== Task statement ==
This task calls for copying every line in the data below that contains the word "headline".

Stored items
· · · · ·

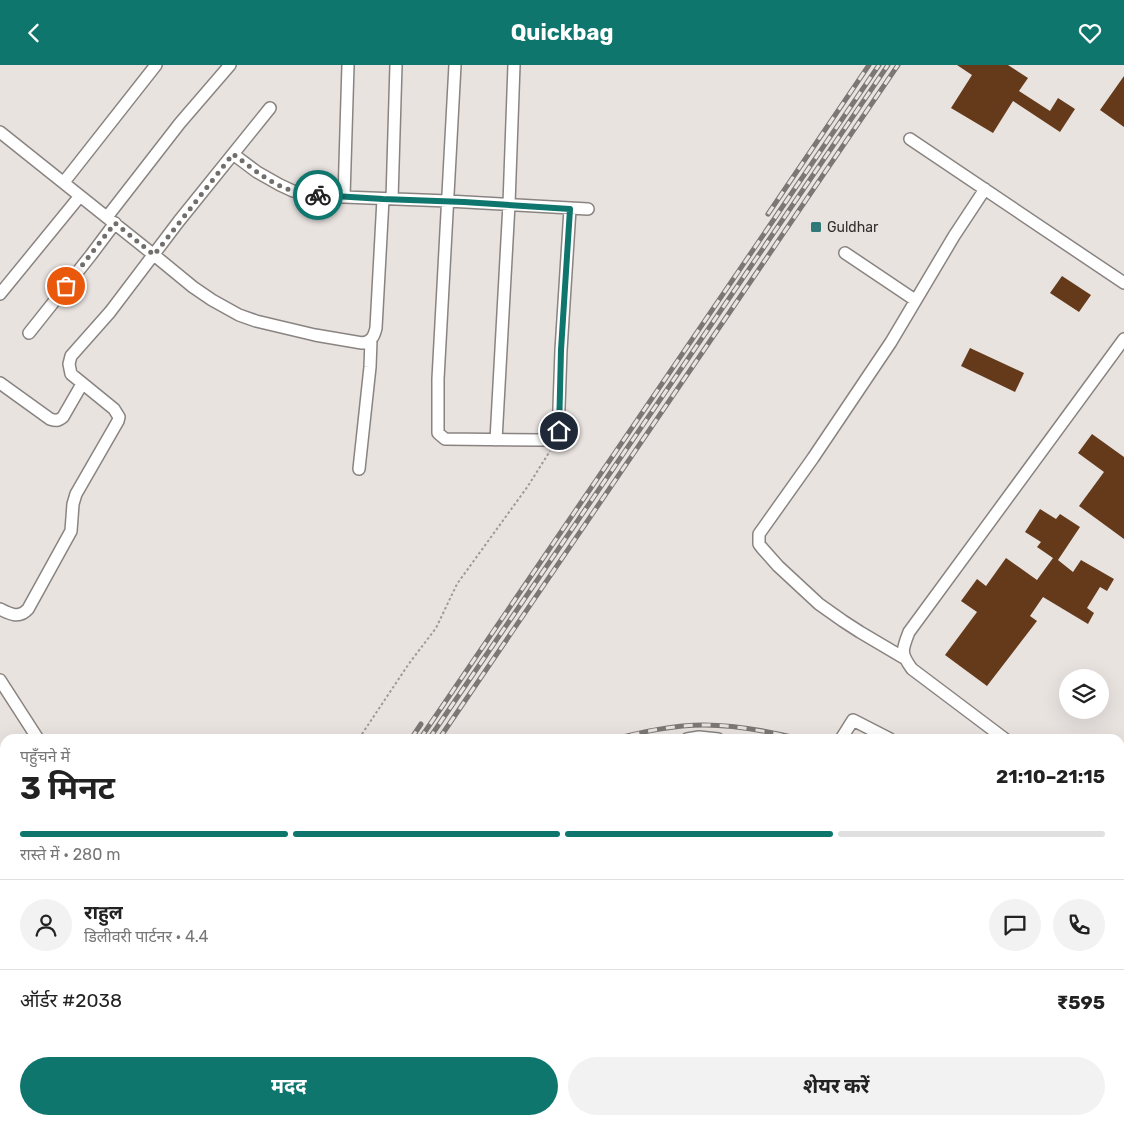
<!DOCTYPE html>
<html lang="hi">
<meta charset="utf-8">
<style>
:root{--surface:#fff;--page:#f2f2f2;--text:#222;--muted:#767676;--line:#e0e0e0;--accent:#0f766e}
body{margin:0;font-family:Rubik,"Noto Sans Devanagari",sans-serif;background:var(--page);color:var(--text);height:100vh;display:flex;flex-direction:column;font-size:19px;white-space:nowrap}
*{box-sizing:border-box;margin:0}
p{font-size:16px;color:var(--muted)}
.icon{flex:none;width:28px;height:28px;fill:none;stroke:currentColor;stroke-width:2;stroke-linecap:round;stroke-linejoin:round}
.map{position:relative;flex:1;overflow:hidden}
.sheet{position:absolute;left:0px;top:669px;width:1125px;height:391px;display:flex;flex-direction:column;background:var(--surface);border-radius:15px 15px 0 0;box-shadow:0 5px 20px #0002}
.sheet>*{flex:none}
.tools{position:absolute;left:1059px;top:604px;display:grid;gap:10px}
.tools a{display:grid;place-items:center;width:50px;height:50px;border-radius:50%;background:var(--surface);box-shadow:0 5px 20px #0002;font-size:25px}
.pin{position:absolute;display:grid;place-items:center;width:42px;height:42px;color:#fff;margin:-21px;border:2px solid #fff;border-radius:50%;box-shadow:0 1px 5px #0007}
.courier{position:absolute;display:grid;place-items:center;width:50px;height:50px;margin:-25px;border:4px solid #0f766e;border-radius:50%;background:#fff;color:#222;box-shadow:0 1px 6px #0007}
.headline em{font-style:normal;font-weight:700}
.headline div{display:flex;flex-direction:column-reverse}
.headline{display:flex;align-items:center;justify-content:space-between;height:85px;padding:0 20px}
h1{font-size:32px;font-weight:700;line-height:38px}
.bar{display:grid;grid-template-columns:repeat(4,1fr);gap:8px 5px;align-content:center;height:60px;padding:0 20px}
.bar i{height:6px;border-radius:4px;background:var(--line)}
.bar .current{background:var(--accent)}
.bar p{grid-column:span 4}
.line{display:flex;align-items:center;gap:12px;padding:0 20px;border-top:1px solid var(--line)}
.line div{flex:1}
.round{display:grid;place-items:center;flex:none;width:52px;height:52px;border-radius:26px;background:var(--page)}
.button{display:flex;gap:10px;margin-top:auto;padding:10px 20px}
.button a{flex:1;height:58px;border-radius:30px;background:var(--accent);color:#fff;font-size:20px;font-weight:700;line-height:58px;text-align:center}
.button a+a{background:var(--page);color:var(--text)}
header{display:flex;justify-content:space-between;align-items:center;height:65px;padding:0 20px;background:var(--accent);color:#fff;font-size:22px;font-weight:700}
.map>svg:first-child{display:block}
</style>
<header><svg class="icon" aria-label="back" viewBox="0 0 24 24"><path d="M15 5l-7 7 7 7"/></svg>Quickbag<svg class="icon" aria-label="heart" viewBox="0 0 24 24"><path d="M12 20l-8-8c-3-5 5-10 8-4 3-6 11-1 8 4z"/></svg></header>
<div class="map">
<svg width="1124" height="1059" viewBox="0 0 1124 1059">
<rect width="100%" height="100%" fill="#e9e3e0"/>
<path fill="#643a1b" d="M957 0H1008L1028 13 1019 26 1050 46 1058 33 1075 44 1060 67 1013 36 993 68 951 43 972 10Z
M1124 11V62L1100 45Z
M1062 211 1091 230 1079 247 1050 228Z
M970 283 1024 308 1015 327 961 301Z
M1092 369 1124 392V474L1079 441 1104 407 1078 388Z
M1040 444 1056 454 1060 449 1080 462 1058 495 1073 507 1081 495 1114 514 1107 526 1100 522 1087 543 1094 548 1088 559 1043 532 1030 551 1037 556 987 621 945 590 977 547 961 536 977 514 986 521 1006 493 1037 515 1053 493 1037 482 1041 477 1025 467Z"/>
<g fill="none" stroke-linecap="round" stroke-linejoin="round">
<g stroke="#898481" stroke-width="14">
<path id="minor" d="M455 0 438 314V368L445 374 542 375 555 373 558 371 561 285 570 144
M0 67 154 190 193 222 212 235 239 250 256 256 315 270 362 278C371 277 374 272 376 263L383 134
M910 74 1124 218
M233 89 257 107 280 120 293 126 306 129 344 132 448 136 588 144
M64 117 156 0
M344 132 348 0
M392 134 396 0
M107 152 180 58 230 0
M845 188 915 235
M0 229 80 131
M29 268 91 190 115 158
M0 318 50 354C56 356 58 356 63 352L82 319
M496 375 509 139 514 0
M359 404 370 302 371 275
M0 544C10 549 19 554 28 544L71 466 73 439 76 429 118 356 119 352 114 344 71 309 69 299 71 291 110 247 179 156 270 43
M904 593 860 567 843 556 819 539 778 501 762 483 759 479V469L813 393 891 277 954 171 985 124
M0 615 38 674
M687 674 699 672 718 674
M841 674 853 655 890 674
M1005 674 912 604C900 588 902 585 909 567L1124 274
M1120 760 1124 763
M1120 1040 1124 1042
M504 1055 509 1059
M656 1055 661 1059
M687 1055 694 1059
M736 1055 743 1059
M789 1055 796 1059
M861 1055 869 1059
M141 1059 143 1055
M532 1059 536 1055
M610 1059 613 1055"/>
</g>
<g stroke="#925726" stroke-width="19">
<path id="highway" d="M1120 953 1124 947
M1120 1020 1124 1015
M1047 1059 1050 1055
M1093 1059 1096 1055"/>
</g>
<path stroke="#9d9997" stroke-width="2" stroke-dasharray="2.5 2.5" stroke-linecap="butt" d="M361 674 362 669 408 600 436 563 457 519 528 421 550 386"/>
<use href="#minor" stroke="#fff" stroke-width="11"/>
<use href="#highway" stroke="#c76d22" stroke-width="16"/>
<g stroke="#7b7775" stroke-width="5">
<path id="rail" d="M768 149 869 0
M411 674 421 659
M420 674 879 0
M429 674 888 0
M439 674 898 0
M613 674C643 667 673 660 704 660 733 660 772 667 800 674
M1120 987 1124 982
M1120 1001 1124 995
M157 1059 160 1055
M166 1059 169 1055
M190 1059 193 1055
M1070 1059 1073 1055
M1079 1059 1082 1055"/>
</g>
<use href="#rail" stroke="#e9e3e0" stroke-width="3" stroke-dasharray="9" stroke-linecap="butt"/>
</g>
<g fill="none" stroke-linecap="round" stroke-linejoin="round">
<path stroke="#716e6c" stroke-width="5" stroke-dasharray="0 9" d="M66 221 115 158 154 190 233 89C252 103 271 120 294 126 302 128 310 129 318 130"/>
<path stroke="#0f766e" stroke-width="6" d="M318 130 383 134 464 137 570 144 561 285 559 366"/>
</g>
<rect fill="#307978" stroke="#e9e3e0" stroke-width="2" x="810" y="156" width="12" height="12" rx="2.5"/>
<g text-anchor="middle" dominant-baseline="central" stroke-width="5" stroke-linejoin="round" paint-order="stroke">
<g font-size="14" fill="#312f2e" stroke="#e9e3e0" text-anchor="start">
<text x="827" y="162">Guldhar</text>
</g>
</g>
</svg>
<div class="tools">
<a><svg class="icon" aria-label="layers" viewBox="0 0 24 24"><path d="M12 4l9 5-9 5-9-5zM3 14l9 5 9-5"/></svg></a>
</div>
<div class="pin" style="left:66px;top:221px;background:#ea580c"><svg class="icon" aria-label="bag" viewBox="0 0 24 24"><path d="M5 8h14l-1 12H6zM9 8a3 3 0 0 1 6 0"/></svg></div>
<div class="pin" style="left:559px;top:366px;background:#1f2937"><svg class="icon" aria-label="home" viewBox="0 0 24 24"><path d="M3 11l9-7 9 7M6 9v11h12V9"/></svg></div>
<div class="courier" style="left:318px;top:130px"><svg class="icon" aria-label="bike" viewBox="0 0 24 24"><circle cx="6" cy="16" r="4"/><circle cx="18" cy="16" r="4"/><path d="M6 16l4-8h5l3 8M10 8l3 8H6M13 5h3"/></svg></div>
<section class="sheet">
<div class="headline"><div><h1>3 मिनट</h1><p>पहुँचने में</p></div><em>21:10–21:15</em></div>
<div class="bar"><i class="current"></i><i class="current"></i><i class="current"></i><i></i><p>रास्ते में · 280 m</p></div>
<div class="line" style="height:90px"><a class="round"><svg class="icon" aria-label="person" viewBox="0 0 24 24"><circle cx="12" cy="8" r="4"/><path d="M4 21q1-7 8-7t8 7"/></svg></a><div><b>राहुल</b><p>डिलीवरी पार्टनर · 4.4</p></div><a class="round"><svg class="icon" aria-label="chat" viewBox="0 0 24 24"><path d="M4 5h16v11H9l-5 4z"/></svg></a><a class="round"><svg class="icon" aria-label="phone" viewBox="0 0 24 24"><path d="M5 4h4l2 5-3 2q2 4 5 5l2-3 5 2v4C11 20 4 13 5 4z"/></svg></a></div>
<div class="line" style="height:65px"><div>ऑर्डर #2038</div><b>₹595</b></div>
<div class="button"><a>मदद</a><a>शेयर करें</a></div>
</section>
</div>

· · · · ·

== Answer section ==
.headline em{font-style:normal;font-weight:700}
.headline div{display:flex;flex-direction:column-reverse}
.headline{display:flex;align-items:center;justify-content:space-between;height:85px;padding:0 20px}
<div class="headline"><div><h1>3 मिनट</h1><p>पहुँचने में</p></div><em>21:10–21:15</em></div>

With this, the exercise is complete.